I think this is interesting:
"One of the things that really got to me was when we were unloading a plane at Tel Aviv," said Marian, who assisted Israeli nurses on a number of flights. "A little old lady came up to me and took the hem of my jacket and kissed it. She was giving me a blessing for getting them home. We were the wings of eagles."
Yemeni refugees arriving in IsraelFor both Marian and Warren, the assignment came on the heels of flying the airline’s other great adventure of the late 1940s: the Berlin Airlift.
"I had no idea what I was getting into, absolutely none," remembered Warren, who retired in 1979 as Alaska’s chief pilot and vice president of flight operations. "It was pretty much seat-of-the-pants flying in those days. Navigation was by dead reckoning and eyesight. Planes were getting shot at. The airport in Tel Aviv was getting bombed all the time. We had to put extra fuel tanks in the planes so we had the range to avoid landing in Arab territory." [One would assume that countries as worried about the destiny of refugees and so completely not anti-Semitic as the Arab countries would be very hospitable. Weird.]
British officials advised them that Arabs, angry over the establishment of the Jewish state, would certainly kill all the passengers and likely the whole crew if they were forced to land on Arab soil. Many planes were shot at. [Which is weird if you think about it, considering that the Arabs only wanted peace and merely defended themselves against Zionist aggression; this time Zionist aggression in the form of old ladies flying in a pessenger aircraft.]
Days often lasted between 16 and 20 hours and the one-way flights, in twin-engine C-46 or DC-4 aircraft, covered nearly 3,000 miles.
"We’d take off from our base in Asmara (in Eritrea) in the morning and fly to Aden (in Yemen) to pick up our passengers and refuel," Warren said. "Then we’d fly up the Red Sea and the Gulf of Aqaba to the airport at Tel Aviv to unload. Then we’d fly to Cyprus for the night. We couldn’t keep the planes on the ground in Israel because of the bombings." [Unfortunately the Zionist entity is now "oppressing Palestinians" and hence Israel is no longer too dangerous to keep aircraft over night.]
"One of our pilots got a little bit too close to Arab territory when flying into Israel from the Gulf of Aqaba and tracers started arching up toward the plane," Warren said. "Another one of our planes got a tire blown out during a bombing raid in Tel Aviv. One of our crews practically lived on their plane from the end of April through June."
Bob Maguire, another Alaska pilot, once had to drop down to several hundred feet above the ground, squirming through hills and passes, to evade Arab gunfire. [Typical Zionist expansionism.]
http://www.alaskaair.com/as/www2/company/History/MagicCarpet.asp
Note that these planes the Arabs were firing on were passenger aircraft. Of course shooting at pessenger aircraft (loaded with refugees, no less) is a war crime, but the "Palestinian Cause" excuses EVERYTHING.

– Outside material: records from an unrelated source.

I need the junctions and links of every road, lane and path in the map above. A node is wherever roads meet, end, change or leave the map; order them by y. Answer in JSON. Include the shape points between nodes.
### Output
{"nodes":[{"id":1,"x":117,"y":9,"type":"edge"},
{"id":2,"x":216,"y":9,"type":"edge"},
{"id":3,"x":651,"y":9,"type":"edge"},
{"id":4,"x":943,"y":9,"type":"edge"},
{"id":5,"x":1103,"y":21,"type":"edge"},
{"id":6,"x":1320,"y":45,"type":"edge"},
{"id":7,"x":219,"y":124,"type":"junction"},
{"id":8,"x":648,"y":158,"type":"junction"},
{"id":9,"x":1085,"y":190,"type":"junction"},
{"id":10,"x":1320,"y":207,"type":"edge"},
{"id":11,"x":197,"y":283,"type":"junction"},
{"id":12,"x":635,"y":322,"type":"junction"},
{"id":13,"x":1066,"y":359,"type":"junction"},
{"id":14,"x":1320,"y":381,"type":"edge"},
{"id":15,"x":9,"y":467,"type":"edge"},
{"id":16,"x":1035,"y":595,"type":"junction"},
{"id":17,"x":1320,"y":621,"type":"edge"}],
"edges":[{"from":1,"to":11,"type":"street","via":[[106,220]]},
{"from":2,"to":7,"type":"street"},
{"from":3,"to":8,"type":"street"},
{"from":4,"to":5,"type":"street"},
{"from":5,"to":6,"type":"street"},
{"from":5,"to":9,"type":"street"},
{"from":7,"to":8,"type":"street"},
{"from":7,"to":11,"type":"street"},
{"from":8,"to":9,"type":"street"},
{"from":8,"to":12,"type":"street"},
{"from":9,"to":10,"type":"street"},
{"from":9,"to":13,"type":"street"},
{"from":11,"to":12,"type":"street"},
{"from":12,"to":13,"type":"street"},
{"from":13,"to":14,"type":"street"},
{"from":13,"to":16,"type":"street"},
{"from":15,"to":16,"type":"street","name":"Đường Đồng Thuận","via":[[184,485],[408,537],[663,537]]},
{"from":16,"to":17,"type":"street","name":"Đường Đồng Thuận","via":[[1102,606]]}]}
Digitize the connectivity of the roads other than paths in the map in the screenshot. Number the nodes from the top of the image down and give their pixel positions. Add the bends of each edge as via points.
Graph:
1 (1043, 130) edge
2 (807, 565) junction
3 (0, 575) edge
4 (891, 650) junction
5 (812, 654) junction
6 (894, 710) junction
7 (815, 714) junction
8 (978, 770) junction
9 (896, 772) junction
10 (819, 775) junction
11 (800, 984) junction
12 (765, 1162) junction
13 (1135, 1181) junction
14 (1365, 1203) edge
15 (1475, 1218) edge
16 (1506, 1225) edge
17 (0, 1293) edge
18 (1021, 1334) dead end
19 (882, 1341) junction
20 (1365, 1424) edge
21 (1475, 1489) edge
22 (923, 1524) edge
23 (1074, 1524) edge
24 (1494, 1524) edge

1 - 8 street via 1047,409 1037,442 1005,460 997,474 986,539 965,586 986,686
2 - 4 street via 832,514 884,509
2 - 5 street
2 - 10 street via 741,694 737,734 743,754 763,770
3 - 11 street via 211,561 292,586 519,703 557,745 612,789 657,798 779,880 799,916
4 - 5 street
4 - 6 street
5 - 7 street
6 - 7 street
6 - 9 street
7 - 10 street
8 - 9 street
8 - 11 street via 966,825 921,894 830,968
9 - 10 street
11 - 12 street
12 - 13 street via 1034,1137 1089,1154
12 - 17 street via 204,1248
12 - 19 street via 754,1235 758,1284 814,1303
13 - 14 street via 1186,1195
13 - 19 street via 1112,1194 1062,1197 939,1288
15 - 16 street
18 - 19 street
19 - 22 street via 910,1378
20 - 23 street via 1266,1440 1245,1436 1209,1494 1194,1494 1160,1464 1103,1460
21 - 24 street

(Also note that the last 200 Jews of Yemen were flown to America two months ago. For some reason they couldn't stand being firebombed every day any more, despite the fact that the firebombs were not thrown by anti-Semites and were only meant to alleviate Palestinian suffering, as any knowledgeable left-wing nut can tell you.)
You won't find details like that on non-anti-Semitic Web sites calling for the destruction of Israel, of course.
Incidentally, in the last 60 years more Jews have been killed in the name of valid criticism of Israeli policies than by anti-Semitism.
And if we count the Nazis as supporters of the "Palestinian Cause" (which they were), anti-Semitism (unless we include the "Palestinian Cause" as such) is really not a big problem; not since the middle ages anyway.
I for one feel safer knowing that if I ever visit an Arab country and somebody kills me it won't be because of anti-Semitism but solely, how did a left-winger explain this to me, "to bring food and water to the Palestinians".
I did in fact visit an "Arab" country. Luckily many in the middle-east are less anti-Sem... I mean critical of Israeli policies than the average European left-winger and I was thus a lot safer than I would be in some European cities.
Turns out many people in the middle-east know that they are being fed bull shit by the media and those that don't usually have no agenda against Israel and Jews and only remain, eh, "critical of Israeli policies" until they meet a Jew.